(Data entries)
*** Begin section ***
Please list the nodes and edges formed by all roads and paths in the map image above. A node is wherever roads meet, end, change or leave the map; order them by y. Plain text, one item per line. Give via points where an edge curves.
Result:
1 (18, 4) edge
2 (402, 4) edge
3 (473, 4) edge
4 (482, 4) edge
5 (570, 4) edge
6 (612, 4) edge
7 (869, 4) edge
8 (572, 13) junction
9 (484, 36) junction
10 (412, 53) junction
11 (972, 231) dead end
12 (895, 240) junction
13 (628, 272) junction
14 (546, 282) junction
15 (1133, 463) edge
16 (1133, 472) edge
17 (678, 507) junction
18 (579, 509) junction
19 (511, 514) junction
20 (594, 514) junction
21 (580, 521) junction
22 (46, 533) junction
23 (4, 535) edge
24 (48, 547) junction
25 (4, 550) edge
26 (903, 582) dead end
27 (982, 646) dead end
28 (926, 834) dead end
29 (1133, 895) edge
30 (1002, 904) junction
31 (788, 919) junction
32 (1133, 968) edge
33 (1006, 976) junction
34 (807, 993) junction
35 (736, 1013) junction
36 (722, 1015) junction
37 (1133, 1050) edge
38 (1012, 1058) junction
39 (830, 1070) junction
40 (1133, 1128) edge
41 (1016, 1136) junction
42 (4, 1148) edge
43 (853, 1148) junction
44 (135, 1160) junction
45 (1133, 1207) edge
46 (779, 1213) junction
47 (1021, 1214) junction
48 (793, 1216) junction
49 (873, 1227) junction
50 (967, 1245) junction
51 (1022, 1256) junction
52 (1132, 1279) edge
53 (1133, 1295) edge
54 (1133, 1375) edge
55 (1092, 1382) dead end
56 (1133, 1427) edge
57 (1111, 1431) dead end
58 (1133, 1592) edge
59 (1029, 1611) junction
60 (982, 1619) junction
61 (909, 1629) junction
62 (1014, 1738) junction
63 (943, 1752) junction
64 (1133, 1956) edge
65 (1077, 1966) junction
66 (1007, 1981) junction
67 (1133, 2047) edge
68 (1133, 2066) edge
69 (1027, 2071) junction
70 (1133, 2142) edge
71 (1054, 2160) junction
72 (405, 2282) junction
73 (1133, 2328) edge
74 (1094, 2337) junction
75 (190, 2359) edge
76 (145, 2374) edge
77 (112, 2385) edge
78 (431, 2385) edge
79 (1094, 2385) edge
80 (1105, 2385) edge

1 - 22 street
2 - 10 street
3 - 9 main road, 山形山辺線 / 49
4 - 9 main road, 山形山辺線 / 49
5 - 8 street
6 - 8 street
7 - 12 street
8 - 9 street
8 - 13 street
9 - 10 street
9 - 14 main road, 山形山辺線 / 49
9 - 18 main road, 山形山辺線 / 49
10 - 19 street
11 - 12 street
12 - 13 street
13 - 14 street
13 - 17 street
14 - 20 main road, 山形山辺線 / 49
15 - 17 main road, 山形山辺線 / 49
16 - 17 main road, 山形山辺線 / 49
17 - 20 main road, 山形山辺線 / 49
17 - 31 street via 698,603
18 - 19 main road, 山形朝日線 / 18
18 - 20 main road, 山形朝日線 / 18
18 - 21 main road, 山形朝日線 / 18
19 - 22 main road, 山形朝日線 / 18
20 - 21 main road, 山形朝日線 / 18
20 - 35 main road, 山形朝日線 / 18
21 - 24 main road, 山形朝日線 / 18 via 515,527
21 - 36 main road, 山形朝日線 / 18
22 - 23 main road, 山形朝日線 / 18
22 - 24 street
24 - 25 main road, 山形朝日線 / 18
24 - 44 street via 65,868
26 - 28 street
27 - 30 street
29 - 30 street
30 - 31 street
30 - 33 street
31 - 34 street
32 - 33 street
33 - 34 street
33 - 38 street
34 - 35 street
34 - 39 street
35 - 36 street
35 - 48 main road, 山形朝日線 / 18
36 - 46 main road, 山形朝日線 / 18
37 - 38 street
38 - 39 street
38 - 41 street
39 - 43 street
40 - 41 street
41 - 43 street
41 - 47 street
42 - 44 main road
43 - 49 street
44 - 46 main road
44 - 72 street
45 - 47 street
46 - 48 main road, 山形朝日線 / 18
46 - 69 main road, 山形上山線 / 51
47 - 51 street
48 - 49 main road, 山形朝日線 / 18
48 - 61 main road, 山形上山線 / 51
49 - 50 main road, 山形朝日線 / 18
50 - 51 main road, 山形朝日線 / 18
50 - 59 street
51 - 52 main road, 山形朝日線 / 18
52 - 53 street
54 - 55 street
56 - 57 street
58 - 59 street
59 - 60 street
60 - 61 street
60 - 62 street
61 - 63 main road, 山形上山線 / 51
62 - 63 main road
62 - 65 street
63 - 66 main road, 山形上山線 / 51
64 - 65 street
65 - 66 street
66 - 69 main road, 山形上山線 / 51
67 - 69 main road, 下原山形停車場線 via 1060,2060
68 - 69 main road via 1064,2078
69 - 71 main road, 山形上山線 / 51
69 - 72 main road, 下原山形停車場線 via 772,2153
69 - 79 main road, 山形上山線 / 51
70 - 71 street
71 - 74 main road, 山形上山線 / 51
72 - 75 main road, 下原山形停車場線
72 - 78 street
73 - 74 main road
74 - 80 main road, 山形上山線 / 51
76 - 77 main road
*** End section ***
**GOAL OF THE EXERCISE**. In the records above, find each line that holds the word "山形山辺線"; copy all such lines.

**YOUR SOLUTION**.
3 - 9 main road, 山形山辺線 / 49
4 - 9 main road, 山形山辺線 / 49
9 - 14 main road, 山形山辺線 / 49
9 - 18 main road, 山形山辺線 / 49
14 - 20 main road, 山形山辺線 / 49
15 - 17 main road, 山形山辺線 / 49
16 - 17 main road, 山形山辺線 / 49
17 - 20 main road, 山形山辺線 / 49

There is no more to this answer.